Boating happens in the fall, too
Since water temperatures are cooling down this fall, the United States Coast Guard and its Auxiliary civilian volunteers want you to remember these three words — “Cold Water Boating.” The same life-saving principles apply in fall waters as they do in the winter months.
According to the United States Coast Guard’s 2020 Recreational Boating Statistics, cold-water immersion and hypothermia can be contributing factors in many boating-related fatalities. This danger increases as water temperature decreases below normal body temperature (98.6 degrees Fahrenheit). Nationally, hypothermia consistently ranks in the top five causes of boater deaths.
The U.S. Coast Guard’s Do’s and Don’ts of Cold Water Boating:
- Do make sure everyone is wearing an Coast Guard-approved life jacket. Even experienced swimmers will experience shock within one minute in frigid water and lose muscle control within 10 minutes.
- Do file a float plan with someone you trust that includes details about the trip, boat, persons, towing or trailer vehicle, communication equipment, and emergency contacts. Download a free float plan template at floatplancentral.cgaux.org.

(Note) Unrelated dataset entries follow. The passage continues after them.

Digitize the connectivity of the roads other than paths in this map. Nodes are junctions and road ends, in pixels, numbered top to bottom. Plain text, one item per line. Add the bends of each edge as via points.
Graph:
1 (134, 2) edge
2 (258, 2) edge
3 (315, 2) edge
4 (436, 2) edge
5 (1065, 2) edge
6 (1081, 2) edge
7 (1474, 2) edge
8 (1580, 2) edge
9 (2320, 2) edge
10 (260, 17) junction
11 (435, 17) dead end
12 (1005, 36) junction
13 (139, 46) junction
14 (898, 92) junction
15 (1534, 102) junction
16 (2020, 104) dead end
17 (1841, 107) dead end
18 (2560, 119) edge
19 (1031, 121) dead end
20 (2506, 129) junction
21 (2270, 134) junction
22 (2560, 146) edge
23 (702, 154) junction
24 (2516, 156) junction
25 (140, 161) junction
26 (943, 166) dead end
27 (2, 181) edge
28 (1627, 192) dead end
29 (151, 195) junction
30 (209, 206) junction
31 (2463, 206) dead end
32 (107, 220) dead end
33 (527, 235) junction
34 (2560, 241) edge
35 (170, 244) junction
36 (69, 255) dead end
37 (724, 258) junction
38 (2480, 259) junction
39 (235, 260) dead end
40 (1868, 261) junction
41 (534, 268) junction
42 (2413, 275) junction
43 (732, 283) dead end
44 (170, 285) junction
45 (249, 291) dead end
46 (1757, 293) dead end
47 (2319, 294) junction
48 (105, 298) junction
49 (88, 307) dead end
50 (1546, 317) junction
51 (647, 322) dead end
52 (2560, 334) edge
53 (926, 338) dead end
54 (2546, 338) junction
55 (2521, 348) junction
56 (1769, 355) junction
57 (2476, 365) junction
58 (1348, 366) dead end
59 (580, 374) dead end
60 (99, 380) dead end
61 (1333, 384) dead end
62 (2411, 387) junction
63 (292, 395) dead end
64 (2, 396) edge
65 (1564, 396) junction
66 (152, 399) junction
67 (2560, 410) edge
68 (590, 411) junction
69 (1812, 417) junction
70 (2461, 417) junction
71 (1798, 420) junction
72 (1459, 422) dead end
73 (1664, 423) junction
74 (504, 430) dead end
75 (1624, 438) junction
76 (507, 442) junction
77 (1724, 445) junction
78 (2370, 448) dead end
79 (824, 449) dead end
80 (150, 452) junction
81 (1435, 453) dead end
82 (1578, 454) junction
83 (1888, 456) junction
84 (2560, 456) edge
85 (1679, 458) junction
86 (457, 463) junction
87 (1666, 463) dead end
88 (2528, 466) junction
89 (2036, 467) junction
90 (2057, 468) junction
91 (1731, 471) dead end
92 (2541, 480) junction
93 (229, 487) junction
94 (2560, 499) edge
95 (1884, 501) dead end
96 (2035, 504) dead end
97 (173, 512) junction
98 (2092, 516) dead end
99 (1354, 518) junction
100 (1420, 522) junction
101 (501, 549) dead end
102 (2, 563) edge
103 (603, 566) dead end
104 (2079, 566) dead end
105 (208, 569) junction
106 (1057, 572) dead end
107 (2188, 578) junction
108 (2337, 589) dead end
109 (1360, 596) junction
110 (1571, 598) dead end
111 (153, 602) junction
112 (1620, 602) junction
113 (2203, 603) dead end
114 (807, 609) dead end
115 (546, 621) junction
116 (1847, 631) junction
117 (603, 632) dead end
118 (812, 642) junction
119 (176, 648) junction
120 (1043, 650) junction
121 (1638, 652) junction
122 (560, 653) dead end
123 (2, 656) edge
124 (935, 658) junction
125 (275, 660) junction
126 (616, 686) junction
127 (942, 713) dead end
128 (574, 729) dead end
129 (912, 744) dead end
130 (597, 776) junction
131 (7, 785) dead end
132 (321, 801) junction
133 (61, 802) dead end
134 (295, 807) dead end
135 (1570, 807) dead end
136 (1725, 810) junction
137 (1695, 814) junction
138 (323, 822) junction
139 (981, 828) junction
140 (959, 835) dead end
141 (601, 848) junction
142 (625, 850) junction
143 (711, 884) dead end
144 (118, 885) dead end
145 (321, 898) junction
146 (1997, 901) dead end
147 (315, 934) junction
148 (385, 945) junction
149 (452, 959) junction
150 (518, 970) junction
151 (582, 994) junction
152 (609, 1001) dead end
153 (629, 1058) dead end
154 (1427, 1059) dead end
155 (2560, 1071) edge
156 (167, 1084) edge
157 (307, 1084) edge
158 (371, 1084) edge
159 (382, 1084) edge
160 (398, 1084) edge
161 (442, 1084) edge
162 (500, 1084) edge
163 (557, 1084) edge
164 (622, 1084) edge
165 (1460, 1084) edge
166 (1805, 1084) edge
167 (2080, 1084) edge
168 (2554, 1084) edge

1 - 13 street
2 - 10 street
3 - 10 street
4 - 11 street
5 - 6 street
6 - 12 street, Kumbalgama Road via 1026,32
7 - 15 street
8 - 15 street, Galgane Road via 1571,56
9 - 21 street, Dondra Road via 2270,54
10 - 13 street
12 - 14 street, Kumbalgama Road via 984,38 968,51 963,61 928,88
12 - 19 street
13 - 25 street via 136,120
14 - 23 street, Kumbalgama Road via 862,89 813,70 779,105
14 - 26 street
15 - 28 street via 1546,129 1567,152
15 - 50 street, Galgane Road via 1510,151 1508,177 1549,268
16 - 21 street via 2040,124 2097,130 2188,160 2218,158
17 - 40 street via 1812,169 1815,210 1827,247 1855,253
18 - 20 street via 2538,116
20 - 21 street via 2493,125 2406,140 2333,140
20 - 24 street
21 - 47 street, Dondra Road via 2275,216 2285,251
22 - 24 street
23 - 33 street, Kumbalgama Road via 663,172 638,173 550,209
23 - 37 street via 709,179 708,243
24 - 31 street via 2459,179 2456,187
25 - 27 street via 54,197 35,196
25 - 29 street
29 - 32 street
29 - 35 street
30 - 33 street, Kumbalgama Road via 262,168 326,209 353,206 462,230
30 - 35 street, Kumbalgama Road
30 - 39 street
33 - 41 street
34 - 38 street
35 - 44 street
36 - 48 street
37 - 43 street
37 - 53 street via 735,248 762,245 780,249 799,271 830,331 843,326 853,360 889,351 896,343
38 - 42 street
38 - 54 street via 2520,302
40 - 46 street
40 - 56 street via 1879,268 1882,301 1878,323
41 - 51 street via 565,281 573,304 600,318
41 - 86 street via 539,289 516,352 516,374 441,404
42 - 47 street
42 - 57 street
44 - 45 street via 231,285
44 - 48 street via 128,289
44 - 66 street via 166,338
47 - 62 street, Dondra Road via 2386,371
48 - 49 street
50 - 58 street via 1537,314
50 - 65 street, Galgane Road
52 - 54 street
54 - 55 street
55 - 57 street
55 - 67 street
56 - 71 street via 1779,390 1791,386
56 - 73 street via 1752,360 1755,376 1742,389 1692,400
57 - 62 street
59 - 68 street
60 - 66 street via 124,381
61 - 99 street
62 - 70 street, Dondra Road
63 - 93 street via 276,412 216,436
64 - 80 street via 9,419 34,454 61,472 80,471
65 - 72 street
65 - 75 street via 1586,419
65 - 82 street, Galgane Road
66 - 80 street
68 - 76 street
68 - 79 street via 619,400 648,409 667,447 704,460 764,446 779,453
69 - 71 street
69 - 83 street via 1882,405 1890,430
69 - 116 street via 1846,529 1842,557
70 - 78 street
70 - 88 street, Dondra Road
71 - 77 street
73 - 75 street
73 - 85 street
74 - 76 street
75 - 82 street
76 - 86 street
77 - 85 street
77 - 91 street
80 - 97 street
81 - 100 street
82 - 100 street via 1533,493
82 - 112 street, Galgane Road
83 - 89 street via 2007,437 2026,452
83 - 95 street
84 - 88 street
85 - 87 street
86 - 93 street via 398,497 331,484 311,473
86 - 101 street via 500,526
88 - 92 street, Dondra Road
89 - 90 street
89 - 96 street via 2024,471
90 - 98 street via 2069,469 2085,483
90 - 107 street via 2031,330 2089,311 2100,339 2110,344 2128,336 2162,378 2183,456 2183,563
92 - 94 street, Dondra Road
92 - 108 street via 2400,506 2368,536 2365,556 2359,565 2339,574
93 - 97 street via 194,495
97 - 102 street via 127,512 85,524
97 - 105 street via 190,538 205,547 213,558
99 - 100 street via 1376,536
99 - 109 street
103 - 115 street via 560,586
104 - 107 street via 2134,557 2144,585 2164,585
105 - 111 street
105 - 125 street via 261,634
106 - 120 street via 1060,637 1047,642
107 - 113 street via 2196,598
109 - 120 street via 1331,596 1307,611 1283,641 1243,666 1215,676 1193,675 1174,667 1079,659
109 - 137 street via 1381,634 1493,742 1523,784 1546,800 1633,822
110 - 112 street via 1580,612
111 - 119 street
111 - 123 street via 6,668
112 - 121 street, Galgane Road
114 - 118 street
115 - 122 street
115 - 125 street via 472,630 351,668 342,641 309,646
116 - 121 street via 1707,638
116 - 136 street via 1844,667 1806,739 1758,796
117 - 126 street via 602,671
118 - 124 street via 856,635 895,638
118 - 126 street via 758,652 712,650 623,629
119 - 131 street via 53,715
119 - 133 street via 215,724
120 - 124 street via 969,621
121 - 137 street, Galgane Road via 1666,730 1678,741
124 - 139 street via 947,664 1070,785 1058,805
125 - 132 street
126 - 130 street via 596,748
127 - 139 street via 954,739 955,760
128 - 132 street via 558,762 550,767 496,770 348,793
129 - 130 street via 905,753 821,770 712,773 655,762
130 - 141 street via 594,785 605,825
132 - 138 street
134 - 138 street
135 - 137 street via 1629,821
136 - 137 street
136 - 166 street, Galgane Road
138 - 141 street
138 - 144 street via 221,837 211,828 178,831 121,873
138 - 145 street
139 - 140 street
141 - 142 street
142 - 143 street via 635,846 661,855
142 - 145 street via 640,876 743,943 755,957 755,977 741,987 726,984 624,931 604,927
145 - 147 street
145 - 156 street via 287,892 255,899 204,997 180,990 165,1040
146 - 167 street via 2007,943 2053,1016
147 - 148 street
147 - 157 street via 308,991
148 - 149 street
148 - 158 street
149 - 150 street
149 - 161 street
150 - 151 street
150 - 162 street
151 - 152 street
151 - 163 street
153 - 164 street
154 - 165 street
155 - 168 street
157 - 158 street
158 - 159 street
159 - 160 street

- Do dress properly, always wearing layers, and bring an extra set of clothes in case you get wet. Remember, dress for the water temperature, not the air temperature.

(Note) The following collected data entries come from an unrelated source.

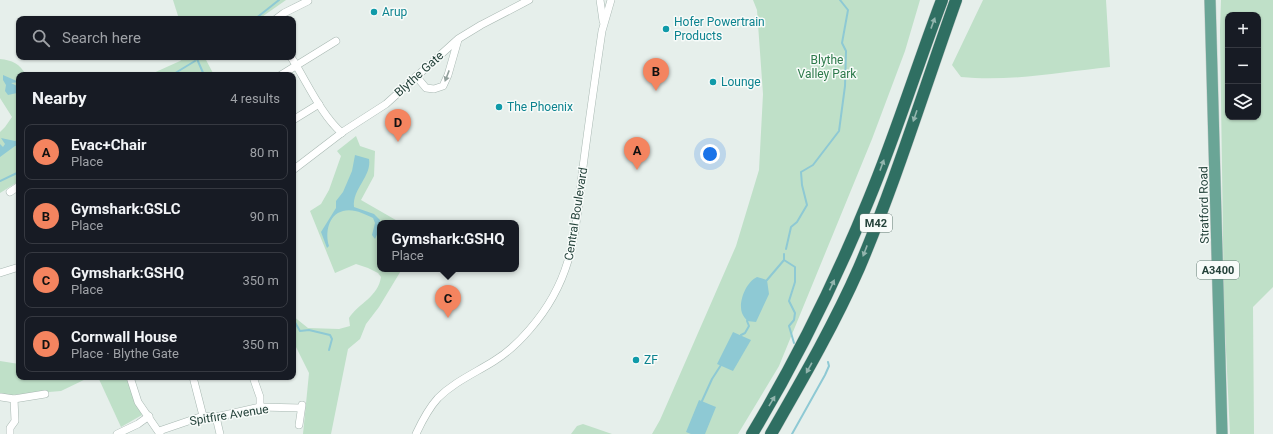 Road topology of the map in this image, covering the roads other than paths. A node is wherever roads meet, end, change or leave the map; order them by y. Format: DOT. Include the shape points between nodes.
graph roads {
  1 [pos="529,0"];
  2 [pos="600,0"];
  3 [pos="611,0"];
  4 [pos="942,0"];
  5 [pos="956,0"];
  6 [pos="964,0"];
  7 [pos="1210,0"];
  8 [pos="308,1"];
  9 [pos="280,16"];
  10 [pos="603,27"];
  11 [pos="458,39"];
  12 [pos="336,41"];
  13 [pos="293,60"];
  14 [pos="297,66"];
  15 [pos="286,72"];
  16 [pos="416,76"];
  17 [pos="924,90"];
  18 [pos="319,104"];
  19 [pos="296,118"];
  20 [pos="342,133"];
  21 [pos="296,168"];
  22 [pos="16,188"];
  23 [pos="10,192"];
  24 [pos="16,268"];
  25 [pos="0,273"];
  26 [pos="131,380"];
  27 [pos="194,380"];
  28 [pos="254,380"];
  29 [pos="45,394"];
  30 [pos="1,397"];
  31 [pos="14,399"];
  32 [pos="260,407"];
  33 [pos="149,416"];
  34 [pos="203,416"];
  35 [pos="216,416"];
  36 [pos="299,425"];
  37 [pos="160,432"];
  38 [pos="10,434"];
  39 [pos="117,434"];
  40 [pos="220,434"];
  41 [pos="416,434"];
  42 [pos="752,434"];
  43 [pos="771,434"];
  44 [pos="1222,434"];
  1 -- 11 [label="street, Blythe Gate"];
  2 -- 10 [label="street"];
  3 -- 10 [label="street"];
  42 -- 4 [label="highway, M42, one-way" via="782,384 840,269 870,198"];
  5 -- 17 [label="highway, M42"];
  6 -- 17 [label="highway"];
  7 -- 44 [label="main road, Stratford Road / A3400"];
  8 -- 9 [label="street"];
  10 -- 41 [label="street, Central Boulevard" via="574,237 565,272 556,293 530,329 512,347 494,361 456,383 438,398 424,416"];
  11 -- 16 [label="street, Blythe Gate"];
  11 -- 16 [label="street, one-way" via="448,76 442,86 426,88"];
  12 -- 14 [label="street"];
  13 -- 14 [label="street"];
  14 -- 15 [label="street"];
  14 -- 18 [label="street"];
  16 -- 20 [label="street, Blythe Gate" via="386,104"];
  17 -- 43 [label="highway, M42, one-way" via="858,268 811,365"];
  18 -- 19 [label="street"];
  18 -- 20 [label="street"];
  20 -- 21 [label="street, Blythe Gate"];
  22 -- 23 [label="street"];
  24 -- 25 [label="street"];
  26 -- 33 [label="street" via="138,402"];
  27 -- 34 [label="street"];
  28 -- 32 [label="street" via="260,397"];
  29 -- 31 [label="street"];
  30 -- 31 [label="street"];
  31 -- 38 [label="street" via="15,421 10,428"];
  32 -- 35 [label="street, Spitfire Avenue"];
  32 -- 36 [label="street, Spitfire Avenue" via="301,406"];
  33 -- 37 [label="street"];
  33 -- 39 [label="street"];
  34 -- 35 [label="street, Spitfire Avenue"];
  34 -- 37 [label="street, Spitfire Avenue"];
  35 -- 40 [label="street"];
}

- Do use your navigation lights to alert other boaters to your presence in dark and/or foggy conditions. Recreational boats operating at night are required to display navigation lights between sunset and sunrise.
- Do catch your breath. A sudden unexpected fall into cold water causes an involuntary gasp (or torso) reflex. It takes less than ½ cup of water in your lungs to drown. If you remain calm, you have a greater chance of self-rescue.

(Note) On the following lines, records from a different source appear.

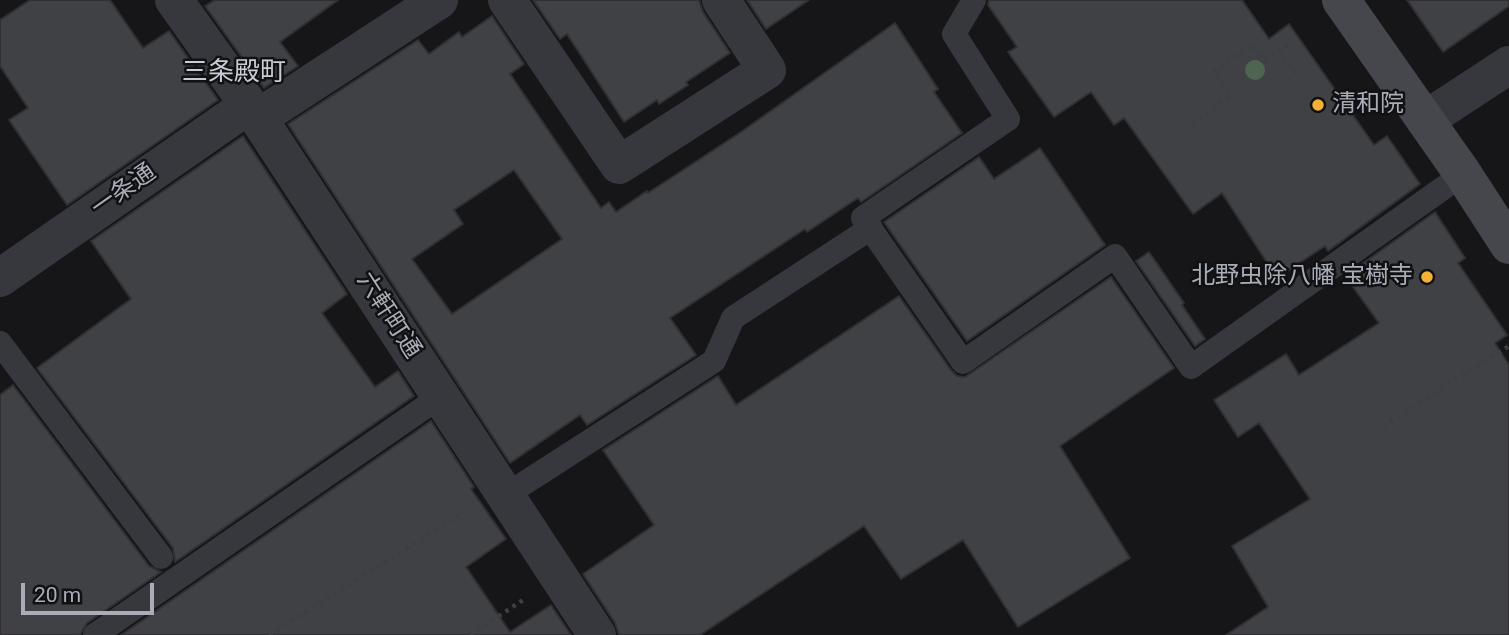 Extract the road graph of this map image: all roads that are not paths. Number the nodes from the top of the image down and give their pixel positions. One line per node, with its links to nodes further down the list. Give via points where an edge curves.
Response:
1 (174, 0): 8 (street, 六軒町通)
2 (439, 0): 8 (street, 一条通)
3 (508, 0): 4 (street, via 620,165 767,69)
4 (721, 0)
5 (974, 0): 11 (lane, via 954,34 1008,119 863,218)
6 (1341, 0): 9 (street)
7 (1509, 65): 9 (street)
8 (253, 111): 13 (street, 一条通); 15 (street, 六軒町通)
9 (1425, 120): 10 (street)
10 (1463, 174): 11 (lane, via 1191,367 1115,256 963,362); 12 (street)
11 (871, 228): 16 (lane, via 733,318 714,361)
12 (1509, 245)
13 (0, 278)
14 (0, 343): 17 (lane)
15 (441, 396): 16 (street, 六軒町通); 18 (lane)
16 (504, 492): 19 (street, 六軒町通)
17 (161, 557)
18 (95, 635)
19 (597, 635)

- Don’t panic if you fall into the water. Stay afloat with the help of your life jacket, regain control of your breathing and keep your head above water in the vision of rescuers.
- Don’t keep on heavy boots if you’re in the water. Look for additional ways to increase your buoyancy. If you’re with others, huddle together, facing inwards to help everyone stay afloat and keep warm.
- Don’t apply heat to extremities like arms and legs of a rescued victim. This sudden change in temperature could cause cardiac arrest.
Stages of cold-water immersion and possible consequences:
- Cold shock. You have one minute to adjust to the cold shock response — don’t panic.
- Swimming failure. You have 10-minutes of meaningful movement to get help and get out of the water.
- Hypothermia. You have about one hour before you become unconscious.
- Post-rescue collapse. You “give up” and collapse after or right at the time of rescue.
For more information on boating in cold water, visit coldwaterbootcampusa.org.
The Coast Guard Auxiliary is the uniformed, civilian component of the United States Coast Guard and assists the Service in nearly all of its missions, except for military operations and direct law enforcement actions.